After School is a 2003 Singaporean crime film directed by Zhu Houren. The film was commissioned by Singapore's National Crime Prevention Council. It is based on a true story.

==Plot==
Siao Han is a 16-year-old secondary 4 student whose parents abandoned him when he was young. Siao Han is getting ready for the end of school with his best friend, his girlfriend, Lily, and his girlfriend's best friend. In a shopping centre, they shoplift from various shops. Siao Han is caught and reported to the police, whose leading officer is his older sister. His best friend came to his rescue, but Shao Han's sister brings Shao Han to further investigations. Lily sees this and walks away in disappointment.

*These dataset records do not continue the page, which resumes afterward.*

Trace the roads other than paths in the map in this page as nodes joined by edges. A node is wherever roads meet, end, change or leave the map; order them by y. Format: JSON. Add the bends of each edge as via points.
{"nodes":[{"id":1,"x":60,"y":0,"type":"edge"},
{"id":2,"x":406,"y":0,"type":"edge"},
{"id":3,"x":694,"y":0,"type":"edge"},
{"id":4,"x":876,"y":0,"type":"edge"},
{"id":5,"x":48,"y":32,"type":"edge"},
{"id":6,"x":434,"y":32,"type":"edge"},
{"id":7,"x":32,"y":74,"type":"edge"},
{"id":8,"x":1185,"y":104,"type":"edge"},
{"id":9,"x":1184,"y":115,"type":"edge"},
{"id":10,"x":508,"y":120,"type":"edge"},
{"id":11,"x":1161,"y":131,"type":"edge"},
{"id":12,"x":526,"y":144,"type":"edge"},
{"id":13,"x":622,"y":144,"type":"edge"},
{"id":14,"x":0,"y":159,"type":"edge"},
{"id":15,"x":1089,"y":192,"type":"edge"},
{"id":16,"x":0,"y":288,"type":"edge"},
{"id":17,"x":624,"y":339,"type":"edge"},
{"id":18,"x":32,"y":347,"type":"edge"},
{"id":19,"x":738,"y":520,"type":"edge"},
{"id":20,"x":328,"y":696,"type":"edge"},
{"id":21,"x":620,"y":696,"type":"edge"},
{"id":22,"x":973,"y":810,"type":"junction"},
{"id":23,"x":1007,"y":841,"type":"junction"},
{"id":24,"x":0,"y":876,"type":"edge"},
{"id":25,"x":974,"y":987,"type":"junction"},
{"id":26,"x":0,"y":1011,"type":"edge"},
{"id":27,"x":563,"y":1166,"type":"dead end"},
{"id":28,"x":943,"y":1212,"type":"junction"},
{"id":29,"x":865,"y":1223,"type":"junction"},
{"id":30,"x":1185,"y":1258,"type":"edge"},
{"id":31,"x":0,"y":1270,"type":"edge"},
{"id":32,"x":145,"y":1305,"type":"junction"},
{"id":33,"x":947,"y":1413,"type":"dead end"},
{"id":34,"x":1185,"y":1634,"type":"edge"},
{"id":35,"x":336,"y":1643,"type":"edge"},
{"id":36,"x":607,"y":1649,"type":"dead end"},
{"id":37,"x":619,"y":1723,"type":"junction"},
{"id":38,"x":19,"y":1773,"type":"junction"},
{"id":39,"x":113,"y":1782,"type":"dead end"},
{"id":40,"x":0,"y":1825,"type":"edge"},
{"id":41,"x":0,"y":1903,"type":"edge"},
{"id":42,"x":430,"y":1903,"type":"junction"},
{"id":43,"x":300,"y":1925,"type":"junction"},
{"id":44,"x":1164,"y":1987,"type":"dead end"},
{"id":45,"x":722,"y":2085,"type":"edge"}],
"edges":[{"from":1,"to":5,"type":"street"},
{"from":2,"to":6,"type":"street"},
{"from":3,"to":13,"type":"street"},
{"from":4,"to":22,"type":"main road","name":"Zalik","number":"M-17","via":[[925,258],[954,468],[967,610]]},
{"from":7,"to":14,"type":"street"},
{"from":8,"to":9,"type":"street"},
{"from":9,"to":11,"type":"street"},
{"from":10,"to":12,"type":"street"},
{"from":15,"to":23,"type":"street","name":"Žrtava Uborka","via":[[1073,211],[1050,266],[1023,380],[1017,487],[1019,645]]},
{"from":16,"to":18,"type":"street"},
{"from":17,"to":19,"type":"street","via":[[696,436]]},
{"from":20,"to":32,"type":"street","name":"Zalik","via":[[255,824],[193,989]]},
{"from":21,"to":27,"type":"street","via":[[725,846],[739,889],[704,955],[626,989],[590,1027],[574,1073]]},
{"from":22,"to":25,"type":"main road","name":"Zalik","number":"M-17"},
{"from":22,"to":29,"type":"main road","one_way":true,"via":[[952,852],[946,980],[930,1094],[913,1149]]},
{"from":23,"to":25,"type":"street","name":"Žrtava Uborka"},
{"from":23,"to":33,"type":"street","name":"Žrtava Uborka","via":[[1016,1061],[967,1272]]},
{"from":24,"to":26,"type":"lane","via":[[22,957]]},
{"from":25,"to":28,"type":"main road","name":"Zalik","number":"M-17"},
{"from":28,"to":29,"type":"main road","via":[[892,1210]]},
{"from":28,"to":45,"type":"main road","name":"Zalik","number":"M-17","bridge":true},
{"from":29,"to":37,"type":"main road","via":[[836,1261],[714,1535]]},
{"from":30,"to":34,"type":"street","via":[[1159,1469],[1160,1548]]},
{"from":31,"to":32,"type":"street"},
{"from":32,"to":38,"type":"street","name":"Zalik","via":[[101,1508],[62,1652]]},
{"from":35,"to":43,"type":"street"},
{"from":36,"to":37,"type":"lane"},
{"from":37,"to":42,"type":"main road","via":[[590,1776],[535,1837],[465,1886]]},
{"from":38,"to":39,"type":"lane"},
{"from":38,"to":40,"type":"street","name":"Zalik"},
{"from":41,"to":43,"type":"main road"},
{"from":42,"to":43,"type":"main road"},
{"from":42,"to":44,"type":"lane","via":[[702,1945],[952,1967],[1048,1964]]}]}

At home, during dinner, Shao Han becomes angry with his sister for arresting him on her first day leading a team. He visits his aunt's place to smoke and visit Ah Xiong, an elder cousin and a bookie. After his sister comes and finds him, Shao Han runs off. Ah Xiong wants to woo Siao Han's sister.

At Siao Han's school, his best friend discusses Lily and their supposed breaking up. While talking, a bully hits Siao Han's best friend, and Siao Han gives him a hard glare which Lily sees, though the bully continues taunting him. Lily goes to a nightclub, telling her mother that she is going to do a project, and steals a phone. After gang members catch her, their gang leader, M, gives his number to Lily, and she starts hanging out with the gang.

Siao Han and his best friend ask Ah Xiong for advice. After getting none, he gets his gang and bashes the bully up, and Siao han's best friend fights one-on-one against the bully. The next day, he starts becoming a gangster and the leader of the gang. His gang confronts M's gang and Lily, and Lily gives a proposition: whoever steals the most expensive bag for her, she will be his at her 16th birthday. Siao Han and M go to the same shop and try to steal, but Siao Han is caught dumbfounded as he stands at the detector, resulting in his getting caught. He is later bailed out by his sister, which results in another argument between them.

Lily and M's gang celebrate her birthday at the nightclub when she meets them. She is drunk, and M starts caressing her body, afterwards dragging her to the male toilet, where she vomits. M washes her face and throws her in the toilet stall and rapes her, shown when she is left alone in the toilet in her pink panties after M and his gang have left the toilet. She commits suicide at her home afterwards, while Ah Xiong is beaten up by gang members for refusing to be a bookie anymore, resulting in both broken legs. This infuriates Siao Han, who thirsts for revenge. He contacts his best friend, who reveals that it was M's gang who raped Lily and caused her death, and also beat up Ah Xiong. He sends his gang to beat M's gang up. Siao Han and his sister visit Ah Xiong at the hospital but run off. His sister chases him, resulting in a dramatic chase. A conversation between the siblings reveals their parents favoured Siao Han more, leaving his sister to their grandmother, but in the end still leaving Siao Han to his aunt. During this, it is shown that M and his gang are in an argument because the newspaper has news of them raping Lily and causing her death, while Siao Han's best friend is intending to ambush them.

In the gangfight, M's gang members pushed all the blame to M, which makes him chased by the gang. He meets a dead end when he sees Siao han charging at him, while his best friend stabs him from the back.

==Cast==
- Jacelyn Tay as Lin Yifang
- Thomas Ong as Ah Xiong
- Wang Ruixian as Shao Han
- Liang Zhihui as Chen Han Xiang
- Shun Ai Liu as Zhong Lili
- Hong Huifang
- Jin Yinji
- Zhu Houren

== Reception ==
Wendy Cheng of Today rated it 2/5 stars and criticized the acting, music, and product placement, which she called "blatant".

Royston Tan, director of 15, said that he heard After School was made in response to his film. This was denied by Singapore's National Crime Prevention Council, who sponsored After School.